Mmm, yeah, in fact it is and should be up to the parents to determine their children’s upbringing. Indeed the Supreme Court has said that parents have a right to control their children’s upbringing in a string of cases on the issue of privacy, that were used to justify even the right to contraception, abortion and gay sex. That was why Michael Newdow lost his case challenging the Pledge of Allegiance. In that case, Elk Grove Unified School Dist. v. Newdow, Newdow had claimed he had standing to sue because as the father of a girl in public school he was injured in his ability to instill his atheism into his daughter by those dreaded words “under God.” But, the Supreme Court correctly explain that the problem with that claim was that he was divorced from the mother and she had been granted custody of the daughter and thus “the custodial parent undoubtedly has the right to make ultimate decisions concerning the child’s religious upbringing.” Newdow retained the right to talk to their child about his faith, but the mother could enroll their daughter in a religious school for all she cared, and he couldn’t do a thing about it. Therefore he had no power to control his child’s upbringing, and had no right to sue for the School supposedly infringing on it.

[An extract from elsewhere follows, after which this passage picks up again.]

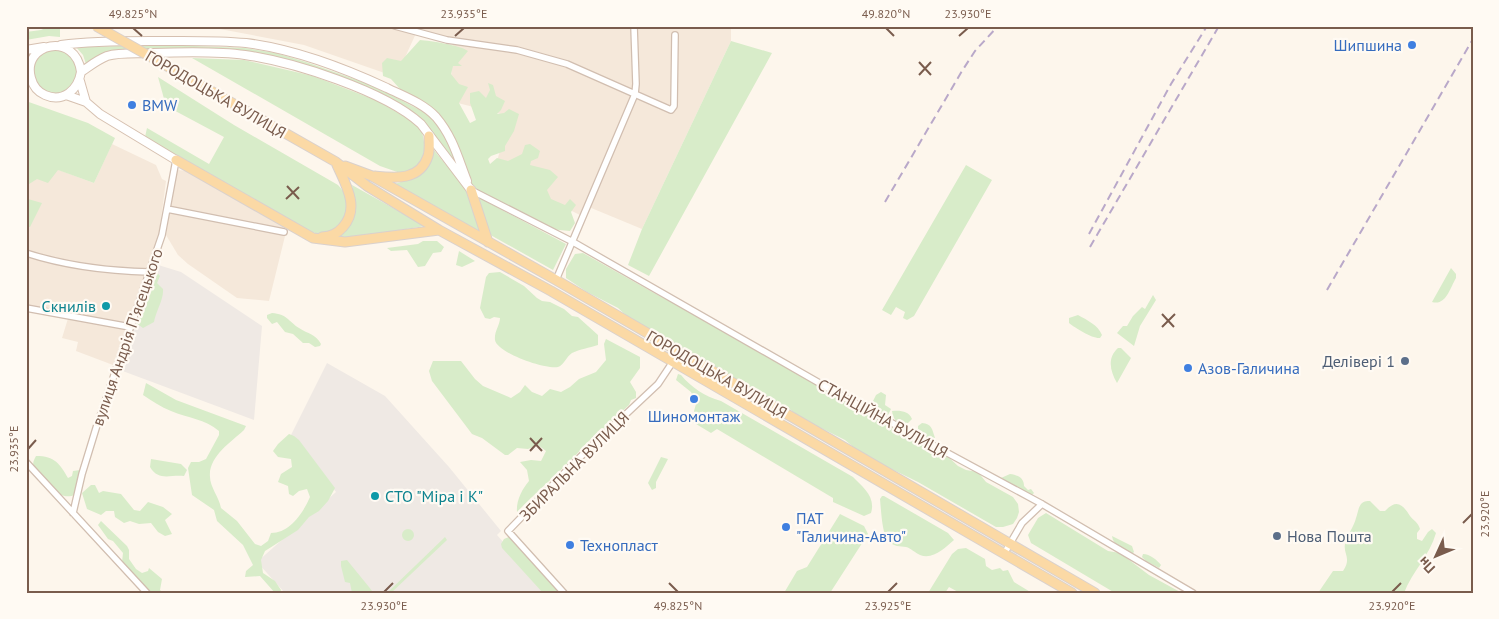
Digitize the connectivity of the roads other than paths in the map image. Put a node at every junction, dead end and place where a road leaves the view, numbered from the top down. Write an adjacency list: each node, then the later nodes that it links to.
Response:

But if the ACLU is confused about parents’ right to actually, you know, teach their children values, so is at least one of the parents sampled in this article:
“It’s uncomfortable. The pledge is a promise, and I’ve always taught my kids to think very carefully before making any promise. It’s not a decision I want to make for them,” said Judi Puritz Cook, who has two sons at the Devotion School….
She said she supports the school’s efforts to be inclusive of everyone, and feels that restarting the pledge after at least seven years was contrary to that.
“We’re celebrating diversity and including people… and then to be the one sitting there, waiting for the pledge to finish, [that] doesn’t feel inclusive,” said Cook, who later noted, “Yeah, it’s weird. That’s the right word for it.”
Yes, it is weird to suggest that people pledge allegiance to their own country. God forbid we do that.
Ah but then again maybe this won’t be a problem if “God, willing one day the border will become an irrelevancy,” right, Representative Keith Ellison?
Yes, the idiot really said that. And people really agreed. Jesus wept.